When, in due course, it turns out that no one will buy Northern Rock and thereby provide a mechanism for the Bank of England in turn to get its money back, it will be the taxpayer one way or the other who will pick up the tab. There is no other way. The Bank of England's balance sheet is tiny - it could not afford to commit this kind of money without the Government standing behind it.
Continuing this thought, the interesting thing about the subprime crisis is that so far it looks as if it is just the professionals who are suffering. Some hedge funds have admitted publicly that they have been badly burned, though there are very many more that have huge exposures, if this stuff has dropped in value as much as people think it has, but who have not yet worked out how to break the bad news to their investors.
The investment banks, of course, such as Citi and Merrill Lynch and this week Morgan Stanley, have also been seen in public bearing the losses. But don't be fooled. It goes against the natural law of financial markets for the professional to take the hit and it won't last.
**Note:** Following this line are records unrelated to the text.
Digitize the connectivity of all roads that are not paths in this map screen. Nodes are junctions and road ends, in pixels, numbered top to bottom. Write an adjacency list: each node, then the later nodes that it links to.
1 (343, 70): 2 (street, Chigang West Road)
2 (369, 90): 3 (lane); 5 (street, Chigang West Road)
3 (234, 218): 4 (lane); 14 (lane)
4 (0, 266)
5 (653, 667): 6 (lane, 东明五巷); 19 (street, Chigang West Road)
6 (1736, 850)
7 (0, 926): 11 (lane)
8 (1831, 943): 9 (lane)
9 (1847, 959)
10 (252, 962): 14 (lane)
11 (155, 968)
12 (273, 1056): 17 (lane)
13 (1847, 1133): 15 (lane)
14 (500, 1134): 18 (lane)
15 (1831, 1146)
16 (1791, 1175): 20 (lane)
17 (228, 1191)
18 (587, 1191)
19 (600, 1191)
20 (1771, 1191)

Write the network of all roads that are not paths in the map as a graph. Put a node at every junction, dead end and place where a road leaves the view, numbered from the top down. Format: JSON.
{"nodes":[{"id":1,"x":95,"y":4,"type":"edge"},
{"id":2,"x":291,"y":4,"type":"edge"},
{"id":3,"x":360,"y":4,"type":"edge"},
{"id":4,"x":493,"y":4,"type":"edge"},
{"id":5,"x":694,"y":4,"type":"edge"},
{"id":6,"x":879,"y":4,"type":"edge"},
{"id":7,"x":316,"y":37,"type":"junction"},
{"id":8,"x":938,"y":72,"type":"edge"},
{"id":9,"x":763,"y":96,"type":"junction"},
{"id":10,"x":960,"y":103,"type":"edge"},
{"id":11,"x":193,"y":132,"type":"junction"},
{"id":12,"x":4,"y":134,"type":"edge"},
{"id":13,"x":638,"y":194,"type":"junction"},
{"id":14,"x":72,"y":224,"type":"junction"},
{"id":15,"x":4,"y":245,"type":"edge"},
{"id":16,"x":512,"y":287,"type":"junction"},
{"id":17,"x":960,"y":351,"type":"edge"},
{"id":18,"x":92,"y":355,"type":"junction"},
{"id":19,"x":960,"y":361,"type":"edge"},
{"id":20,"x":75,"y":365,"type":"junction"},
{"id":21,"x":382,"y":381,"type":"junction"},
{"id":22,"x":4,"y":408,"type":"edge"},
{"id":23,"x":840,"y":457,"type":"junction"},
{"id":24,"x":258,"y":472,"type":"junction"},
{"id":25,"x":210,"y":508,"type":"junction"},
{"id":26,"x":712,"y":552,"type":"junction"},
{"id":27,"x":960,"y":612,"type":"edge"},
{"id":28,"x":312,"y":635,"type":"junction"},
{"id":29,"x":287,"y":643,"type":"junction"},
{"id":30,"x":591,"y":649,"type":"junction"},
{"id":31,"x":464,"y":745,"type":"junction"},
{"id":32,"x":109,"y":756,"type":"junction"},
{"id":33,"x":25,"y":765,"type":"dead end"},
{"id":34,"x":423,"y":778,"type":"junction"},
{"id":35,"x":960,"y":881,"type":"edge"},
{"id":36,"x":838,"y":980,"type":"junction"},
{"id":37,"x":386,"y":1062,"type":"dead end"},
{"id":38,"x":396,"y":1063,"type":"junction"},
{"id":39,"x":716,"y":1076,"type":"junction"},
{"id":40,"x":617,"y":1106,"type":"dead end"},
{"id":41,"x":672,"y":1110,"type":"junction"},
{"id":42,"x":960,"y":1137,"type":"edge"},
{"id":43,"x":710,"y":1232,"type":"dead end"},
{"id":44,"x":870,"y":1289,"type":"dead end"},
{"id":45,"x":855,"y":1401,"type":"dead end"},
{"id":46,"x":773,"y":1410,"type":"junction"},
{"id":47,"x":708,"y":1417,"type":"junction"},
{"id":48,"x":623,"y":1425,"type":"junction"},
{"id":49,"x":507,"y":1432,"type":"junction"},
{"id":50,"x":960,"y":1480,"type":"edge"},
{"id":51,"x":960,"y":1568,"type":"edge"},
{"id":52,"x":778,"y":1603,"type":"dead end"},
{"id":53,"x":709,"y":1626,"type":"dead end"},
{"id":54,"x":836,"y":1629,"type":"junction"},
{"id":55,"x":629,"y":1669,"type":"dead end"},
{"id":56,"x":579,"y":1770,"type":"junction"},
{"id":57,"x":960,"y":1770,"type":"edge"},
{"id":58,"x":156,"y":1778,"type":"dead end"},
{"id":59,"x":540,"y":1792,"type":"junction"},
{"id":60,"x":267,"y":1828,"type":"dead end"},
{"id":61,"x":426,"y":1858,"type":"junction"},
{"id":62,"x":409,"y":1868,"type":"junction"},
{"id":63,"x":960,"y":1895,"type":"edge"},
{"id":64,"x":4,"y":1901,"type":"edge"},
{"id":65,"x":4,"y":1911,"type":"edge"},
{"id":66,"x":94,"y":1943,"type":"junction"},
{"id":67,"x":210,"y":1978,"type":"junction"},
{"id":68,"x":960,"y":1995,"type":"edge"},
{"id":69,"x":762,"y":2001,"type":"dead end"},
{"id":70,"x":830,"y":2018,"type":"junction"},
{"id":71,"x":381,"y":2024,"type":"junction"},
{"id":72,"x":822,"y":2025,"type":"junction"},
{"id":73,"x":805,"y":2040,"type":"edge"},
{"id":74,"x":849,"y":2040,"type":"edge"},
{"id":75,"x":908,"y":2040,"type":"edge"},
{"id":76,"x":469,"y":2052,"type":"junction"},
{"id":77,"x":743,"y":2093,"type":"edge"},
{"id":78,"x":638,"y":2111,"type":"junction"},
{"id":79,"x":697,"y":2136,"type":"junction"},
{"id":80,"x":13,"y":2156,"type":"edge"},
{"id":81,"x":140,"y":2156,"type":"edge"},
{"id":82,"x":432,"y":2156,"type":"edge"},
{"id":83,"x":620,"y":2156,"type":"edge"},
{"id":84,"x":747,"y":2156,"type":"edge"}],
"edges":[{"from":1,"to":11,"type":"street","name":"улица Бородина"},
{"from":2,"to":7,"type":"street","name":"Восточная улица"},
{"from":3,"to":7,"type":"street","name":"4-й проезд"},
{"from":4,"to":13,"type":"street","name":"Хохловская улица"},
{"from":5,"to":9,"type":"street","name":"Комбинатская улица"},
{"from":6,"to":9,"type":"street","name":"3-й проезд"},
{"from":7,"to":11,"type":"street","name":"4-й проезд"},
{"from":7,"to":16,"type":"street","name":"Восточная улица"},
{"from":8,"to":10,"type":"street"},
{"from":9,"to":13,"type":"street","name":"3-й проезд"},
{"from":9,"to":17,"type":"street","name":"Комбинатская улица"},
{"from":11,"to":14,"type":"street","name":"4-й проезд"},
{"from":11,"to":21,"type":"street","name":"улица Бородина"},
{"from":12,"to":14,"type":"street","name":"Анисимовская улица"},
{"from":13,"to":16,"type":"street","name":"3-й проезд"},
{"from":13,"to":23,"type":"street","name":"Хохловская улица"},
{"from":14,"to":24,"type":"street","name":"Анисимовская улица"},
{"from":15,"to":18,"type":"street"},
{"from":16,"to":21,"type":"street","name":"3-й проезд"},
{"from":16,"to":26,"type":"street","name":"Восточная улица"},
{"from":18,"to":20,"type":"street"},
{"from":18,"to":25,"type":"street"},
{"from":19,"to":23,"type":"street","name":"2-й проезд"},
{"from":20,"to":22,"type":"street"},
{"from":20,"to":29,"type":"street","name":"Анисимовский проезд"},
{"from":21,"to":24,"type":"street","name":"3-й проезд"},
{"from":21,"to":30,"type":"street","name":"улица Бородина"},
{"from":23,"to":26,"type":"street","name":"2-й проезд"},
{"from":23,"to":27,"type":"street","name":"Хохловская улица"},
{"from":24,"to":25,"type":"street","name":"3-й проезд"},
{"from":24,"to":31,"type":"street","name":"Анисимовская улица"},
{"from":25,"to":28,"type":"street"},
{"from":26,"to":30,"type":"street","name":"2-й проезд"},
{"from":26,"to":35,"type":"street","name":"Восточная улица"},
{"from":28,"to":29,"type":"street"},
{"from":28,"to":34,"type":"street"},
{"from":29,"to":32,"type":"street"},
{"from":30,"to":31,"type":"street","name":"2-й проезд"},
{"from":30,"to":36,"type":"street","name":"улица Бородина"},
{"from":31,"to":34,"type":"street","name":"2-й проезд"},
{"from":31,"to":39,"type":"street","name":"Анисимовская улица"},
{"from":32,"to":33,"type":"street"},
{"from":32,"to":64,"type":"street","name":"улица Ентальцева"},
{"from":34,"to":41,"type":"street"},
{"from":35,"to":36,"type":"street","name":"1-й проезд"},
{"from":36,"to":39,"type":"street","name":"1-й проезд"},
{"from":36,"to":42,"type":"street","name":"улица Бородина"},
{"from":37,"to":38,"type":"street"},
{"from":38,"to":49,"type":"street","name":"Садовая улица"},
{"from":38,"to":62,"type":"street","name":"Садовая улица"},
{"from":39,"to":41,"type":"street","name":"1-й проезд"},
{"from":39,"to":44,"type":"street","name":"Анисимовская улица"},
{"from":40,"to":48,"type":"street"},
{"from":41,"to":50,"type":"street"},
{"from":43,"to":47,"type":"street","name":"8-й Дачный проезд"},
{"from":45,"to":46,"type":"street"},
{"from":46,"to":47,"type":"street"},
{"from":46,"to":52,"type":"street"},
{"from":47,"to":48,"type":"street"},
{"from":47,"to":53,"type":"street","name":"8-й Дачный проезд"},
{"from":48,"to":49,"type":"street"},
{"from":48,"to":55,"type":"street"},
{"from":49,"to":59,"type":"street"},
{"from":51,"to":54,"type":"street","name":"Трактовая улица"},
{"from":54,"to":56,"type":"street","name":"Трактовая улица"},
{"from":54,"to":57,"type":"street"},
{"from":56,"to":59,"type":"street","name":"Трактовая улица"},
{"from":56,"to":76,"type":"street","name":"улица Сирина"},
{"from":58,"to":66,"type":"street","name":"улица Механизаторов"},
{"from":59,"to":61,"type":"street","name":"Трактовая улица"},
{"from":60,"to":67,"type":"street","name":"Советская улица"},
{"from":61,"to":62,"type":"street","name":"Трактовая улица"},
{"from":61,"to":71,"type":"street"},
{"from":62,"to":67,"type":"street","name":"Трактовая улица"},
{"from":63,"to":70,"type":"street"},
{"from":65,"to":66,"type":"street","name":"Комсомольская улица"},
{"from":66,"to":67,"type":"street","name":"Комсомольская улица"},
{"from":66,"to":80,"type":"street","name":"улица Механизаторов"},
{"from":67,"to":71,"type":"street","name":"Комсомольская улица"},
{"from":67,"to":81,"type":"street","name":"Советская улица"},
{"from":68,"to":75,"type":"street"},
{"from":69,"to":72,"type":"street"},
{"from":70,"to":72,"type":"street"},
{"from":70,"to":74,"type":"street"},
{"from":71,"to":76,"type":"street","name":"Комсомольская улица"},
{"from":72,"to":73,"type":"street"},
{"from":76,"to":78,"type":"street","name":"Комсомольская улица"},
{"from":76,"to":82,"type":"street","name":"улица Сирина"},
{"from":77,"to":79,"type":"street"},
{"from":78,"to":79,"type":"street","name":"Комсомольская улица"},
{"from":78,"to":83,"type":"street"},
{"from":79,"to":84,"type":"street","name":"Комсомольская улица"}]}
There is much worse to come. The amount of the losses that have thus far been owned up to is a tiny fraction of the total money lost - which many estimate to be at least £100 billion on subprime alone before we begin to factor in the amplifying effect of gearing. This is where the public will find it reluctantly has a role. Some time in the coming weeks and months the fund management industry will admit it is their money that has been lost.
They will have to come clean about the amount of this rubbish they have absorbed. That's when the public will begin to see it is their pensions that once again have taken the hit.
There are several ways this will come through but here are two of the more horrific. One of the most popular savings vehicles around the world is the money market fund, loved by conservative investors because it is sold as totally safe but offering a little bit more than you can get from a bank deposit.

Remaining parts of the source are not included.